Input data below:

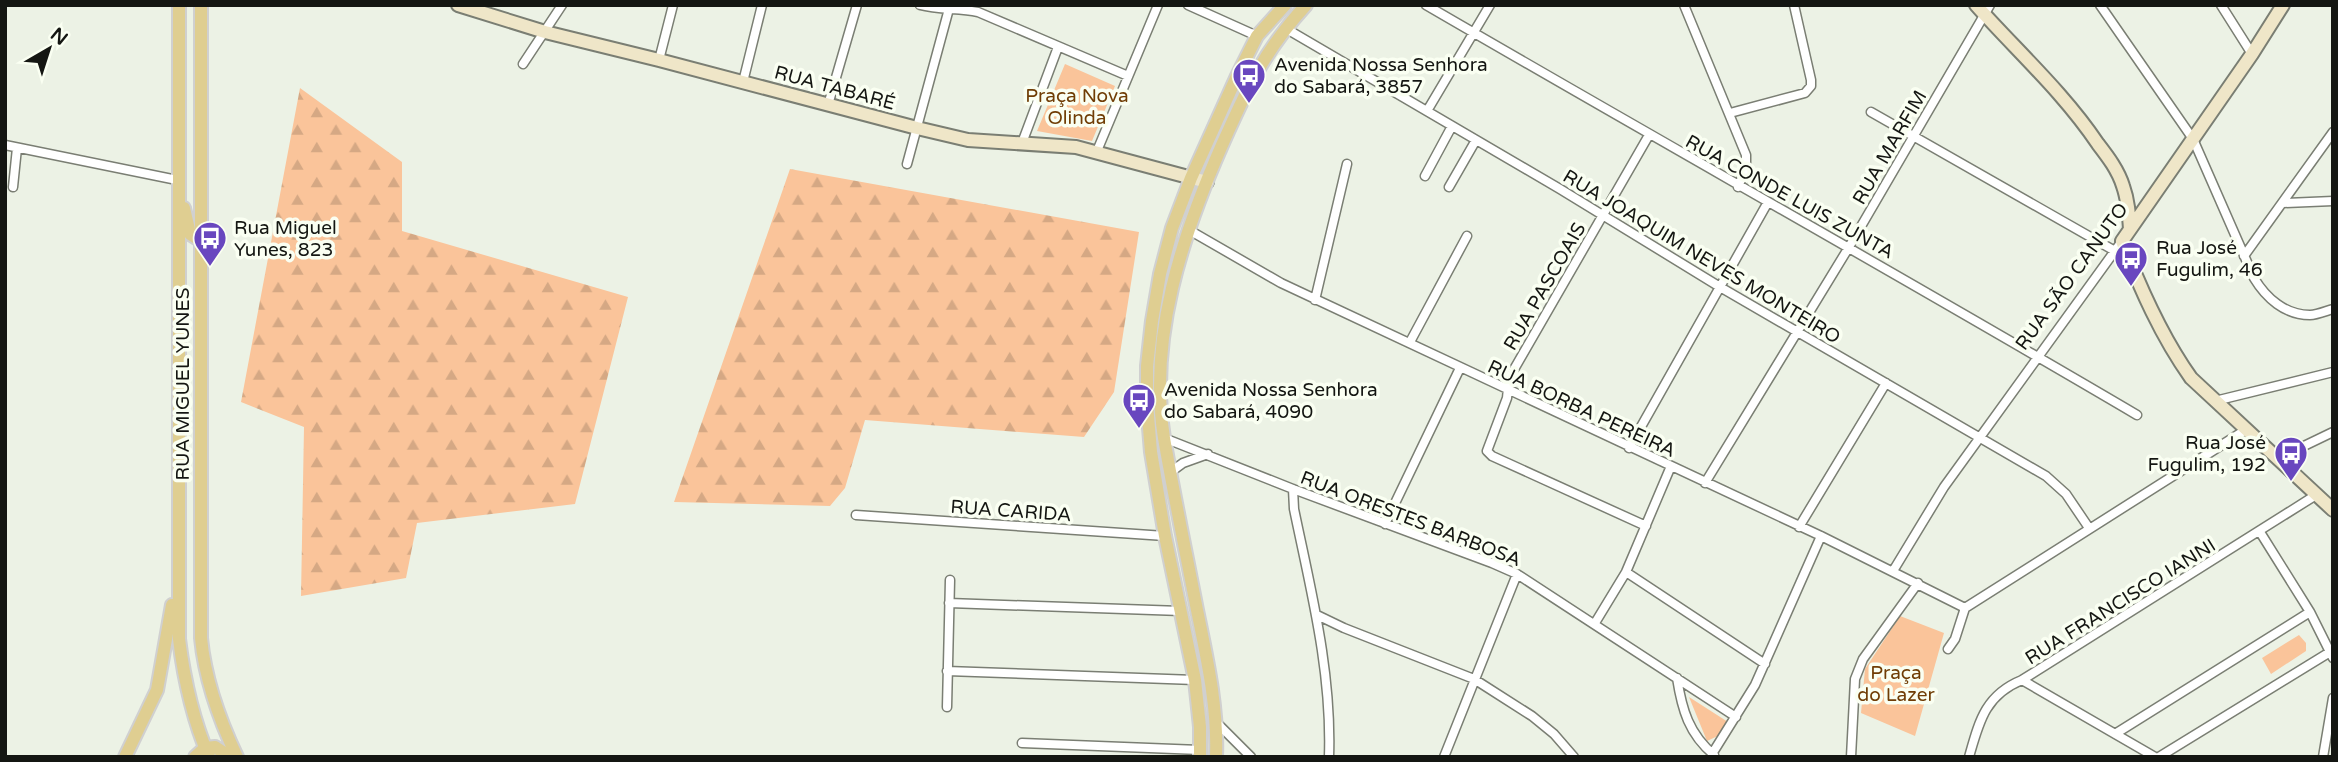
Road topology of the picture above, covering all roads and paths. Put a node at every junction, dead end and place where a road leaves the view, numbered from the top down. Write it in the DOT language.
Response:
graph roads {
  1 [pos="179,5"];
  2 [pos="201,5"];
  3 [pos="458,5"];
  4 [pos="562,5"];
  5 [pos="673,5"];
  6 [pos="762,5"];
  7 [pos="857,5"];
  8 [pos="920,5"];
  9 [pos="1157,5"];
  10 [pos="1188,5"];
  11 [pos="1285,5"];
  12 [pos="1306,5"];
  13 [pos="1426,5"];
  14 [pos="1490,5"];
  15 [pos="1684,5"];
  16 [pos="1794,5"];
  17 [pos="2100,5"];
  18 [pos="2221,5"];
  19 [pos="2283,5"];
  20 [pos="949,7"];
  21 [pos="1983,8"];
  22 [pos="1285,28"];
  23 [pos="545,32"];
  24 [pos="1474,33"];
  25 [pos="1257,36"];
  26 [pos="1058,47"];
  27 [pos="2252,54"];
  28 [pos="659,60"];
  29 [pos="523,64"];
  30 [pos="1128,76"];
  31 [pos="743,82"];
  32 [pos="828,105"];
  33 [pos="1427,111"];
  34 [pos="1871,112"];
  35 [pos="1730,113"];
  36 [pos="1452,126"];
  37 [pos="918,128"];
  38 [pos="2333,132"];
  39 [pos="1649,135"];
  40 [pos="1914,135"];
  41 [pos="2193,139"];
  42 [pos="1476,140"];
  43 [pos="1022,142"];
  44 [pos="5,145"];
  45 [pos="17,148"];
  46 [pos="1097,151"];
  47 [pos="907,164"];
  48 [pos="1347,164"];
  49 [pos="1424,176"];
  50 [pos="1191,178"];
  51 [pos="177,180"];
  52 [pos="1207,182"];
  53 [pos="13,187"];
  54 [pos="1449,187"];
  55 [pos="1738,187"];
  56 [pos="178,200"];
  57 [pos="2333,201"];
  58 [pos="1768,202"];
  59 [pos="2283,203"];
  60 [pos="1603,217"];
  61 [pos="2130,229"];
  62 [pos="1189,230"];
  63 [pos="1467,236"];
  64 [pos="201,241"];
  65 [pos="2118,245"];
  66 [pos="1849,247"];
  67 [pos="2244,256"];
  68 [pos="179,283"];
  69 [pos="1720,287"];
  70 [pos="1315,300"];
  71 [pos="2333,309"];
  72 [pos="201,315"];
  73 [pos="1797,332"];
  74 [pos="1410,342"];
  75 [pos="2038,356"];
  76 [pos="1460,368"];
  77 [pos="2333,372"];
  78 [pos="1886,383"];
  79 [pos="1507,391"];
  80 [pos="2216,401"];
  81 [pos="2137,415"];
  82 [pos="2247,429"];
  83 [pos="2333,432"];
  84 [pos="1982,437"];
  85 [pos="1164,438"];
  86 [pos="1629,448"];
  87 [pos="1208,454"];
  88 [pos="2279,458"];
  89 [pos="1671,466"];
  90 [pos="1172,471"];
  91 [pos="1705,483"];
  92 [pos="1293,489"];
  93 [pos="2316,495"];
  94 [pos="2333,510"];
  95 [pos="856,515"];
  96 [pos="1385,524"];
  97 [pos="1646,526"];
  98 [pos="1799,527"];
  99 [pos="2089,528"];
  100 [pos="2260,532"];
  101 [pos="1165,536"];
  102 [pos="1821,537"];
  103 [pos="177,565"];
  104 [pos="1894,571"];
  105 [pos="1626,572"];
  106 [pos="1517,574"];
  107 [pos="950,580"];
  108 [pos="1918,583"];
  109 [pos="949,603"];
  110 [pos="1965,608"];
  111 [pos="1181,611"];
  112 [pos="2310,612"];
  113 [pos="1317,615"];
  114 [pos="1595,623"];
  115 [pos="1948,649"];
  116 [pos="2332,655"];
  117 [pos="1765,664"];
  118 [pos="947,671"];
  119 [pos="1677,678"];
  120 [pos="1474,679"];
  121 [pos="1195,680"];
  122 [pos="2022,680"];
  123 [pos="2333,698"];
  124 [pos="947,707"];
  125 [pos="1736,717"];
  126 [pos="1217,723"];
  127 [pos="2115,734"];
  128 [pos="1022,743"];
  129 [pos="207,752"];
  130 [pos="1200,754"];
  131 [pos="1715,755"];
  132 [pos="125,757"];
  133 [pos="195,757"];
  134 [pos="230,757"];
  135 [pos="237,757"];
  136 [pos="1216,757"];
  137 [pos="1251,757"];
  138 [pos="1329,757"];
  139 [pos="1444,757"];
  140 [pos="1574,757"];
  141 [pos="1851,757"];
  142 [pos="1969,757"];
  143 [pos="2157,757"];
  144 [pos="2323,757"];
  1 -- 51 [label="main road, RUA MIGUEL YUNES"];
  2 -- 64 [label="main road, RUA MIGUEL YUNES"];
  3 -- 23 [label="street, RUA TABARÉ"];
  4 -- 23 [label="street"];
  5 -- 28 [label="street"];
  6 -- 31 [label="street"];
  7 -- 32 [label="street"];
  8 -- 20 [label="street"];
  9 -- 30 [label="street"];
  10 -- 25 [label="street"];
  11 -- 25 [label="main road"];
  12 -- 22 [label="main road"];
  13 -- 24 [label="street, RUA CONDE LUIS ZUNTA"];
  14 -- 24 [label="street"];
  15 -- 35 [label="street"];
  16 -- 35 [label="street"];
  17 -- 41 [label="street"];
  18 -- 27 [label="street"];
  19 -- 27 [label="street, RUA SÃO CANUTO"];
  20 -- 26 [label="street"];
  20 -- 37 [label="street"];
  21 -- 40 [label="street, RUA MARFIM"];
  21 -- 61 [label="street"];
  22 -- 33 [label="street, RUA JOAQUIM NEVES MONTEIRO"];
  22 -- 52 [label="main road"];
  23 -- 28 [label="street, RUA TABARÉ"];
  23 -- 29 [label="street"];
  24 -- 33 [label="street"];
  24 -- 39 [label="street, RUA CONDE LUIS ZUNTA"];
  25 -- 50 [label="main road"];
  26 -- 30 [label="street"];
  26 -- 43 [label="street"];
  27 -- 41 [label="street, RUA SÃO CANUTO"];
  28 -- 31 [label="street, RUA TABARÉ"];
  30 -- 46 [label="street"];
  31 -- 32 [label="street, RUA TABARÉ"];
  32 -- 37 [label="street, RUA TABARÉ"];
  33 -- 36 [label="street, RUA JOAQUIM NEVES MONTEIRO"];
  34 -- 40 [label="street"];
  35 -- 55 [label="street"];
  36 -- 42 [label="street, RUA JOAQUIM NEVES MONTEIRO"];
  36 -- 49 [label="street"];
  37 -- 43 [label="street, RUA TABARÉ"];
  37 -- 47 [label="street"];
  38 -- 59 [label="street"];
  39 -- 55 [label="street, RUA CONDE LUIS ZUNTA"];
  39 -- 60 [label="street, RUA PASCOAIS"];
  40 -- 65 [label="street"];
  40 -- 66 [label="street, RUA MARFIM"];
  41 -- 61 [label="street, RUA SÃO CANUTO"];
  41 -- 67 [label="street"];
  42 -- 54 [label="street"];
  42 -- 60 [label="street, RUA JOAQUIM NEVES MONTEIRO"];
  43 -- 46 [label="street, RUA TABARÉ"];
  44 -- 45 [label="street"];
  45 -- 51 [label="street"];
  45 -- 53 [label="street"];
  46 -- 50 [label="street, RUA TABARÉ"];
  48 -- 70 [label="street"];
  50 -- 52 [label="street, RUA TABARÉ"];
  50 -- 101 [label="main road"];
  51 -- 56 [label="main road, RUA MIGUEL YUNES"];
  52 -- 62 [label="main road"];
  55 -- 58 [label="street, RUA CONDE LUIS ZUNTA"];
  56 -- 64 [label="main road"];
  56 -- 68 [label="main road, RUA MIGUEL YUNES"];
  57 -- 59 [label="street"];
  58 -- 66 [label="street, RUA CONDE LUIS ZUNTA"];
  58 -- 69 [label="street"];
  59 -- 67 [label="street"];
  60 -- 69 [label="street, RUA JOAQUIM NEVES MONTEIRO"];
  60 -- 79 [label="street, RUA PASCOAIS"];
  61 -- 65 [label="street, RUA SÃO CANUTO"];
  62 -- 70 [label="street, RUA BORBA PEREIRA"];
  62 -- 85 [label="main road"];
  63 -- 74 [label="street"];
  64 -- 72 [label="main road, RUA MIGUEL YUNES"];
  65 -- 75 [label="street, RUA SÃO CANUTO"];
  65 -- 80 [label="street"];
  66 -- 73 [label="street, RUA MARFIM"];
  66 -- 75 [label="street, RUA CONDE LUIS ZUNTA"];
  67 -- 71 [label="street"];
  68 -- 72 [label="main road"];
  68 -- 103 [label="main road, RUA MIGUEL YUNES"];
  69 -- 73 [label="street, RUA JOAQUIM NEVES MONTEIRO"];
  69 -- 86 [label="street"];
  70 -- 74 [label="street, RUA BORBA PEREIRA"];
  72 -- 135 [label="main road, RUA MIGUEL YUNES"];
  73 -- 78 [label="street, RUA JOAQUIM NEVES MONTEIRO"];
  73 -- 91 [label="street, RUA MARFIM"];
  74 -- 76 [label="street, RUA BORBA PEREIRA"];
  75 -- 81 [label="street, RUA CONDE LUIS ZUNTA"];
  75 -- 84 [label="street, RUA SÃO CANUTO"];
  76 -- 79 [label="street, RUA BORBA PEREIRA"];
  76 -- 96 [label="street"];
  77 -- 80 [label="street"];
  78 -- 84 [label="street, RUA JOAQUIM NEVES MONTEIRO"];
  78 -- 98 [label="street"];
  79 -- 86 [label="street, RUA BORBA PEREIRA"];
  79 -- 97 [label="street, RUA PASCOAIS"];
  80 -- 82 [label="street"];
  82 -- 88 [label="street"];
  82 -- 99 [label="street"];
  83 -- 88 [label="street"];
  84 -- 99 [label="street, RUA JOAQUIM NEVES MONTEIRO"];
  84 -- 104 [label="street, RUA SÃO CANUTO"];
  85 -- 87 [label="street, RUA ORESTES BARBOSA"];
  85 -- 90 [label="main road"];
  86 -- 89 [label="street, RUA BORBA PEREIRA"];
  87 -- 90 [label="street"];
  87 -- 92 [label="street, RUA ORESTES BARBOSA"];
  88 -- 93 [label="street"];
  89 -- 91 [label="street, RUA BORBA PEREIRA"];
  89 -- 97 [label="street"];
  90 -- 126 [label="main road"];
  91 -- 98 [label="street, RUA BORBA PEREIRA"];
  92 -- 96 [label="street, RUA ORESTES BARBOSA"];
  92 -- 113 [label="street"];
  93 -- 94 [label="street"];
  93 -- 100 [label="street, RUA FRANCISCO IANNI"];
  95 -- 101 [label="street, RUA CARIDA"];
  96 -- 106 [label="street, RUA ORESTES BARBOSA"];
  97 -- 105 [label="street"];
  98 -- 102 [label="street, RUA BORBA PEREIRA"];
  99 -- 110 [label="street"];
  100 -- 112 [label="street"];
  100 -- 122 [label="street, RUA FRANCISCO IANNI"];
  101 -- 111 [label="main road"];
  102 -- 104 [label="street, RUA BORBA PEREIRA"];
  102 -- 117 [label="street"];
  103 -- 129 [label="main road, RUA MIGUEL YUNES"];
  103 -- 132 [label="main road"];
  104 -- 108 [label="street, RUA BORBA PEREIRA"];
  105 -- 114 [label="street"];
  105 -- 117 [label="street"];
  106 -- 114 [label="street, RUA ORESTES BARBOSA"];
  106 -- 120 [label="street"];
  107 -- 109 [label="street"];
  108 -- 110 [label="street, RUA BORBA PEREIRA"];
  108 -- 141 [label="street"];
  109 -- 111 [label="street"];
  109 -- 118 [label="street"];
  110 -- 115 [label="street"];
  111 -- 121 [label="main road"];
  112 -- 116 [label="street"];
  112 -- 127 [label="street"];
  113 -- 120 [label="street"];
  113 -- 138 [label="street"];
  114 -- 119 [label="street, RUA ORESTES BARBOSA"];
  116 -- 143 [label="street"];
  117 -- 125 [label="street"];
  118 -- 121 [label="street"];
  118 -- 124 [label="street"];
  119 -- 125 [label="street, RUA ORESTES BARBOSA"];
  119 -- 131 [label="street"];
  120 -- 139 [label="street"];
  120 -- 140 [label="street"];
  121 -- 130 [label="main road"];
  122 -- 127 [label="street"];
  122 -- 142 [label="street, RUA FRANCISCO IANNI"];
  123 -- 144 [label="street"];
  125 -- 131 [label="street"];
  126 -- 136 [label="main road"];
  126 -- 137 [label="street"];
  127 -- 143 [label="street"];
  128 -- 130 [label="street"];
  129 -- 133 [label="main road"];
  129 -- 134 [label="main road"];
}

End of Input data.

The answer must be every line from the records above that contains the word "IANNI", copied out.

  93 -- 100 [label="street, RUA FRANCISCO IANNI"];
  100 -- 122 [label="street, RUA FRANCISCO IANNI"];
  122 -- 142 [label="street, RUA FRANCISCO IANNI"];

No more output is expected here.